In silico prediction of human body protein targets by the drugs

We used the SwissTargetPrediction web server (http://www.swisstargetprediction.ch/) to predict and identify potential protein targets, in the human body, of selected diverse medications involved in polypharmacy. This online tool forecasts human protein targets for medications and could potentially predict drug efficacy and/or adverse action or toxicity [27,28]. The SwissTargetPrediction online program accepts canonical Simplified Molecular-Input Line-Entry System (SMILE) chemical structure formulae of drugs available at https://pubchem.ncbi.nlm.nih.gov/. Subsequently, these formulae were entered into the program in order to explore possible human body protein targets [27,28]. However, not all drug molecules are suitable for protein target prediction by the program because of the large molecular size limitations of some drugs such as insulin and vancomycin. The primary SwissTargetPrediction focus in the present study was on the antiviral agents remdesivir and favipiravir, which target, for example, the protease [29]. For the purpose of comparison, we selected eight additional drugs, with different structural formulae, as identified in the polypharmacy of the COVID-19 cytokine storm patients, to be subjected to SwissTargetPrediction analysis according to the availability of information in the program’s web server. A comprehensive SwissTargetPrediction review of all the 37 drugs listed in the present study was beyond the scope of the study.

Statistical analysis

Descriptive statistics were used to characterize the data, and the statistical software PAST 4.13 was used for statistical analysis (https://www.nhm.uio.no/english/research/resources/past/).

Results

Table 1 shows the demographic characteristics of the 33 COVID-19 patients included in the study.
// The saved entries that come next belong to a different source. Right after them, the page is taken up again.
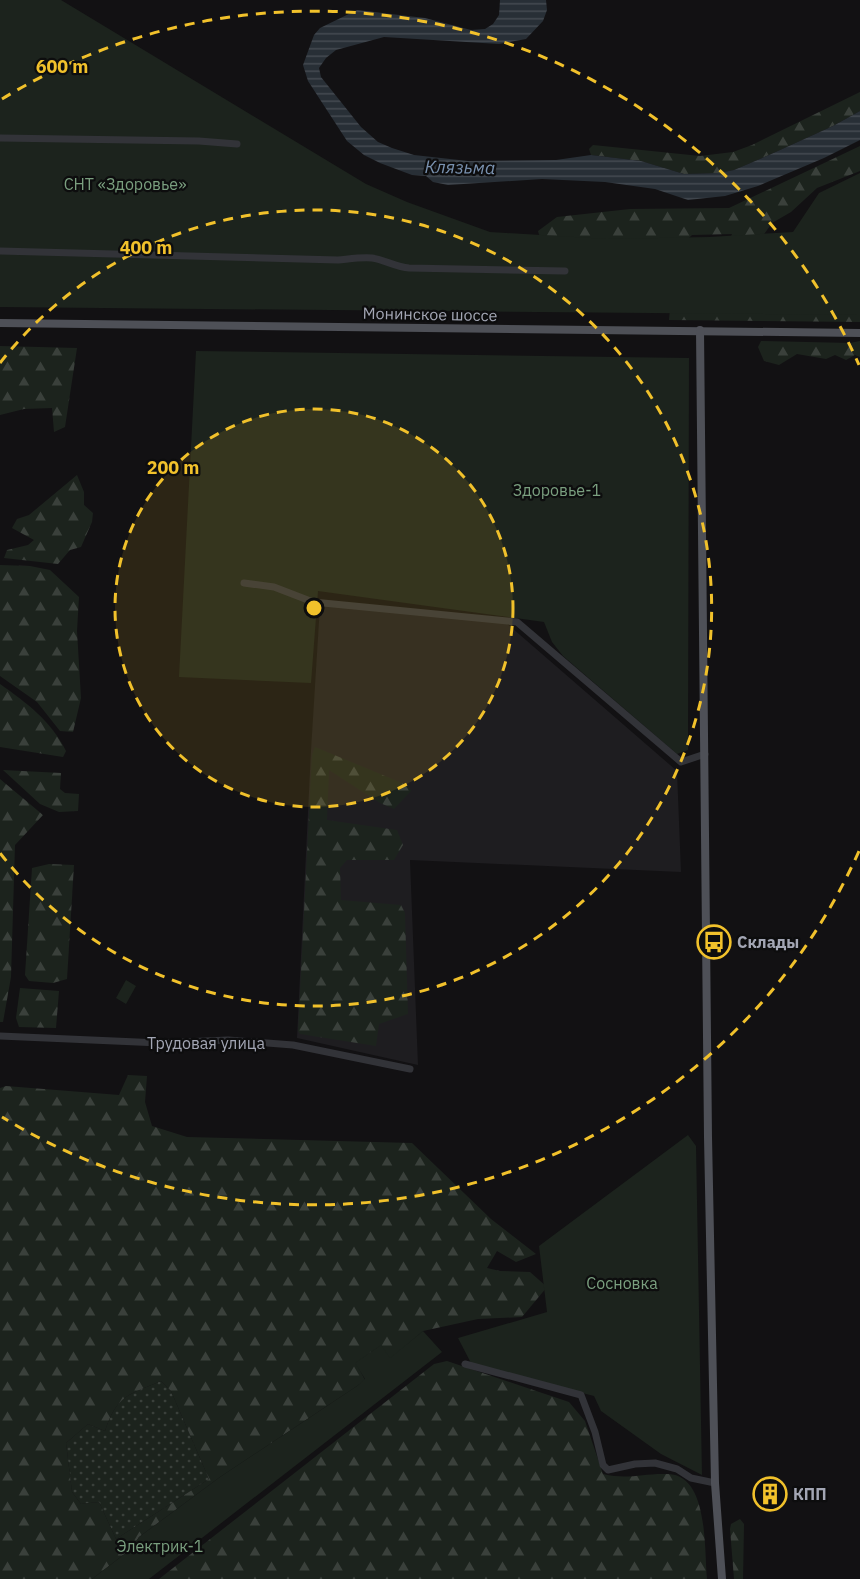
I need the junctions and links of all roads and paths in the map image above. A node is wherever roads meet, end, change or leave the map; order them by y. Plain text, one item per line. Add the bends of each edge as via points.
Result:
1 (0, 138) edge
2 (237, 144) dead end
3 (0, 251) edge
4 (565, 271) dead end
5 (0, 323) edge
6 (700, 330) junction
7 (860, 333) edge
8 (244, 583) dead end
9 (705, 754) junction
10 (0, 1036) edge
11 (411, 1069) dead end
12 (465, 1364) dead end
13 (715, 1483) junction
14 (722, 1579) edge

1 - 2 street
3 - 4 street via 365,258 409,268
5 - 6 main road, Монинское шоссе
6 - 7 main road, Монинское шоссе
6 - 9 main road
8 - 9 street via 274,587 313,602 517,622 681,762
9 - 13 main road
10 - 11 street, Трудовая улица via 160,1043 228,1040 293,1045
12 - 13 street via 581,1395 603,1465 608,1470 655,1463
13 - 14 main road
They were 15 (45.5%) males (42-91 years old) and 18 (54.5%) females (34-80 years old) with a mean duration of hospital stay of 21.1 ± 10 and 22.2 ± 10.7 days, respectively. They were mostly overweight to severely obese (23/33, 69.7%), and at the time of hospital admission, the patients had preexisting disease conditions, which were as follows: hypertension (21, 63.6%), type 2 diabetes (20, 60.6%), peptic ulcer (13, 39.4%) chronic cardiac disease (8, 24.2%), hematological diseases (8, 24.2%), and other conditions (two to six, 6.1%-18.2%) (Table 1). Ten (30.3%) patients were vaccinated with COVID-19 vaccines. All the patients had tested positive for COVID-19 via PCR testing, and they all showed different signs and symptoms of COVID-19 disease (Table 2). Unfortunately, none of the patients recovered and they all deceased.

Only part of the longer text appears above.